Johnson may be known as a moralist but that does not mean he did not adopt sharp practice if it suited his ends.
Oliver Goldsmith had just written a comedy but was struggling to find a name for it. Johnson’s club assembled at the British Coffee-house and finally somebody suggested “She Stoops to Conquer” which was obviously adopted. Olivers’s next problem was that Colman, the manager of Covent Garden, had rejected it. The club decided that they would do what was necessary to get the play staged. Led by Johnson, Colman was bullied into staging it against his better judgment.
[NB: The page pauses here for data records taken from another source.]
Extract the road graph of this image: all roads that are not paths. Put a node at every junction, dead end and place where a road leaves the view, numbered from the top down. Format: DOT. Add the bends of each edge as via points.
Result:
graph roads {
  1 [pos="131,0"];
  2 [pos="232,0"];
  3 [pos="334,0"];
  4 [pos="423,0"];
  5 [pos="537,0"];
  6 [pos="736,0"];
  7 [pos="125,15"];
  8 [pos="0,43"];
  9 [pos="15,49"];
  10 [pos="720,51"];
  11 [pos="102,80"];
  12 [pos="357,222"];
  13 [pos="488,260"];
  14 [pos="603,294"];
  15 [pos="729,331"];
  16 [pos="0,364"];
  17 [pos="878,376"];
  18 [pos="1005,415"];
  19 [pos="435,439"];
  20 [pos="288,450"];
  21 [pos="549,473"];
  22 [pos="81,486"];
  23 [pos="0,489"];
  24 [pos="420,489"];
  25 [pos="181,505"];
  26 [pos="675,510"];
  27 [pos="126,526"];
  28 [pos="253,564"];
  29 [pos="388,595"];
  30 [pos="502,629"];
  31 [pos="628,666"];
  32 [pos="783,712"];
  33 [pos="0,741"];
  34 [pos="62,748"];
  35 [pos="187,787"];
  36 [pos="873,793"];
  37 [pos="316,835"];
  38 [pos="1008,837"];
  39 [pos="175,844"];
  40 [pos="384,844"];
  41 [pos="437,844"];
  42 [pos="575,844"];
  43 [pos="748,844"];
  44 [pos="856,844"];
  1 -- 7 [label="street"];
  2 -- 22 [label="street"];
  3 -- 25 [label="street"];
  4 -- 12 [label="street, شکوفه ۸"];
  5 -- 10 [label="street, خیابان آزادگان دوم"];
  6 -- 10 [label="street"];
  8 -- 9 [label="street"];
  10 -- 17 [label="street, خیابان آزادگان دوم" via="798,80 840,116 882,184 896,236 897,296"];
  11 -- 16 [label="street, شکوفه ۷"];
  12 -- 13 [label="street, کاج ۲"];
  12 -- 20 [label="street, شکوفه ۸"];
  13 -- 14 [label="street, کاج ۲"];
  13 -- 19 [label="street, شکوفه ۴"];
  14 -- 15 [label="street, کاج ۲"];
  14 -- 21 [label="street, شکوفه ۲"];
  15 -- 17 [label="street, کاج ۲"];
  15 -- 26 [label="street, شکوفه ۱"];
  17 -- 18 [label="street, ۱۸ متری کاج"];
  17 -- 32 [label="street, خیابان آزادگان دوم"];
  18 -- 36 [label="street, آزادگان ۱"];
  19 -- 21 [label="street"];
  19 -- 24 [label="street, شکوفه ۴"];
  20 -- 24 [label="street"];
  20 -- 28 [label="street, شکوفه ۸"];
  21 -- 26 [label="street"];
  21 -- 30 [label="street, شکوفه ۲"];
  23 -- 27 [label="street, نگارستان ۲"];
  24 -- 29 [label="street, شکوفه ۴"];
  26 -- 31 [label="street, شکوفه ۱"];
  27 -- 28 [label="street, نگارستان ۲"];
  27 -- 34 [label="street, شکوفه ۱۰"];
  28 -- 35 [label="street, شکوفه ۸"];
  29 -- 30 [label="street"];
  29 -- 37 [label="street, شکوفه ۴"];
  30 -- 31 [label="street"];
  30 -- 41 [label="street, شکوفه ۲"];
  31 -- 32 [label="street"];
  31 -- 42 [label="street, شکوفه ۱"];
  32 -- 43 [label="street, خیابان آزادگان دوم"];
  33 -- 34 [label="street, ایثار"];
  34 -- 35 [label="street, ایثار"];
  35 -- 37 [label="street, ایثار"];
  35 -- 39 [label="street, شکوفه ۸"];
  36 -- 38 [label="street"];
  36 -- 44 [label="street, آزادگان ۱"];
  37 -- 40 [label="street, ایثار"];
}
Not content with this success, Johnson planned further. Johnson’s concern was that Colman was indeed right, and the play would fail. Johnson organized an early dinner at the Shakespear Tavern. In attendance were Burke, Sir Joshua Reynolds, Fitzherbert, Whitefoord, Cumberland, and a host of others. A special recruit was an Adam Drummond who, while ignorant in all literary matters, possessed and infectious and braying laugh. Johnson was in fine form presiding at the head of the table. They left, somewhat reluctantly given Johnson’s form, and took up their pre-allotted seats strategically placed throughout the theatre for Oliver’s opening night.
The plan was that they would all laugh uproariously at the right places. Cumberland was assigned to sit next to Drummond to prod him to laugh at the right moments. Johnson had a box and all eyes were on him. When Johnson laughed this was license to the audience to roar. The braying laugh of Drummond transcended all. He became the focus of the audience. “[T]he attention of the spectators was so engrossed by his person and performances that the progress of the play seemed likely to become a secondary object”. He found a joke when there was none and a joke in almost every line. The players were becoming visibly upset.
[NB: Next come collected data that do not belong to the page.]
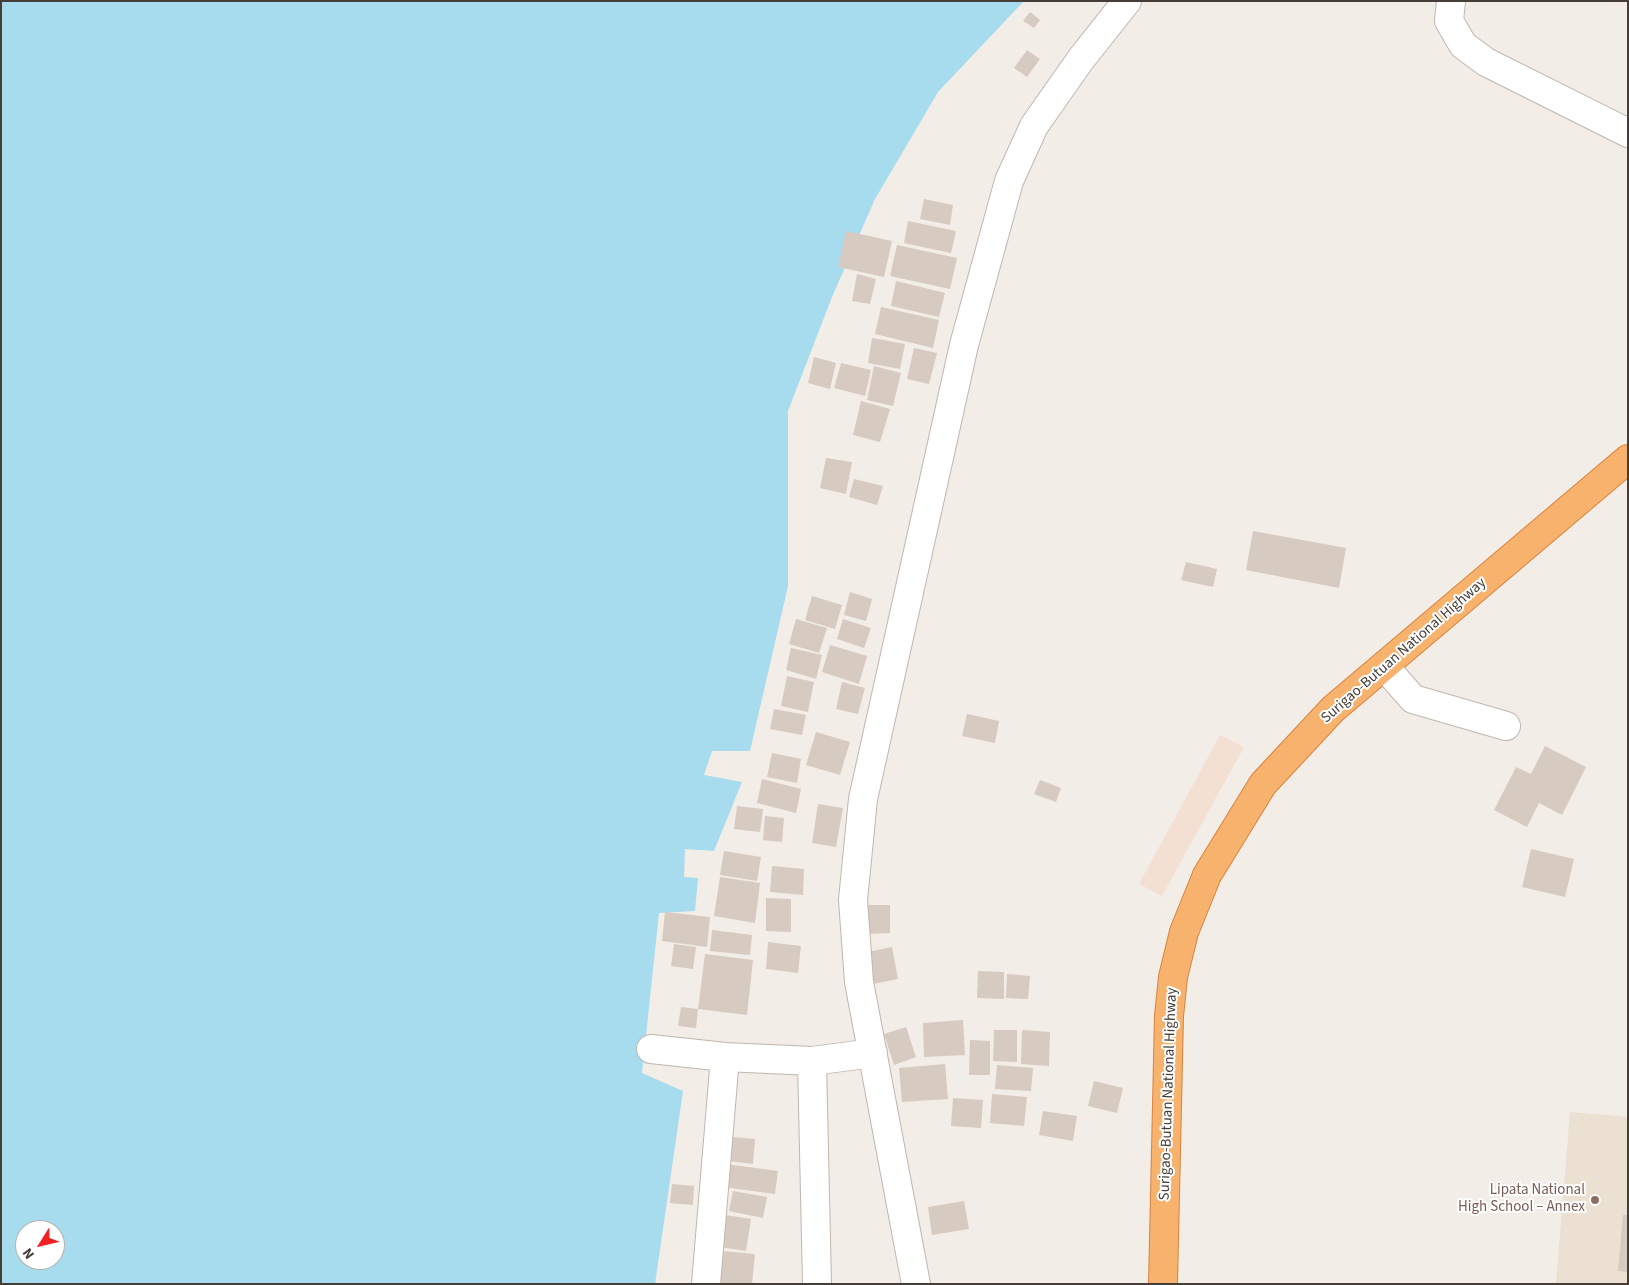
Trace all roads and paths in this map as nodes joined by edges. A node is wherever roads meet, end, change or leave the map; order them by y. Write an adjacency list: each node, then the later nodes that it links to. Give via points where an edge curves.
1 (1127, 1): 8 (street, via 1034,126 1009,181 964,345 863,798 853,900 859,982)
2 (1451, 1): 3 (street, via 1449,21 1463,46 1486,62)
3 (1628, 133)
4 (1628, 459): 5 (highway, Surigao-Butuan National Highway)
5 (1384, 666): 6 (street, via 1413,699); 14 (highway, Surigao-Butuan National Highway, via 1333,709 1263,784 1207,875 1184,932 1173,978 1169,1016)
6 (1506, 726)
7 (651, 1049): 9 (street)
8 (873, 1053): 10 (street); 13 (street)
9 (725, 1057): 10 (street); 11 (street)
10 (812, 1061): 12 (street)
11 (706, 1284)
12 (817, 1284)
13 (916, 1284)
14 (1163, 1284)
Fortunately, the audience had a fine time and the ruse, which nearly backfired, saw that the play was a success.
I am not sure whether this is the earliest recorded instance of stacking an audience but it does show that Johnson had no hesitation in organizing such a contrivance to help his friend. It is similar to a recording artist buying his own songs to boost its position in the charts. I infer that this practice has been going on for as long as there has been a commercial advantage in doing so. Perhaps the ancient Greeks also indulged.
My source is an 1884 book called Johnsonia which I bought in America. It has a collection of anecdotes on Johnson. It includes Hester Thrale, Dr Campbell’s diary, Bishop Percy, Mrs Booth’s letters, recollection by Miss Reynolds, Sir Joshua and the like.
The anecdote comes from Memoirs of Richard Cumberland , written by himself. Mrs Cumberland apparently kept a fine table at which Johnson and others attended.
The book is published by George Bell and “newly collected and edited by Robina Napier.”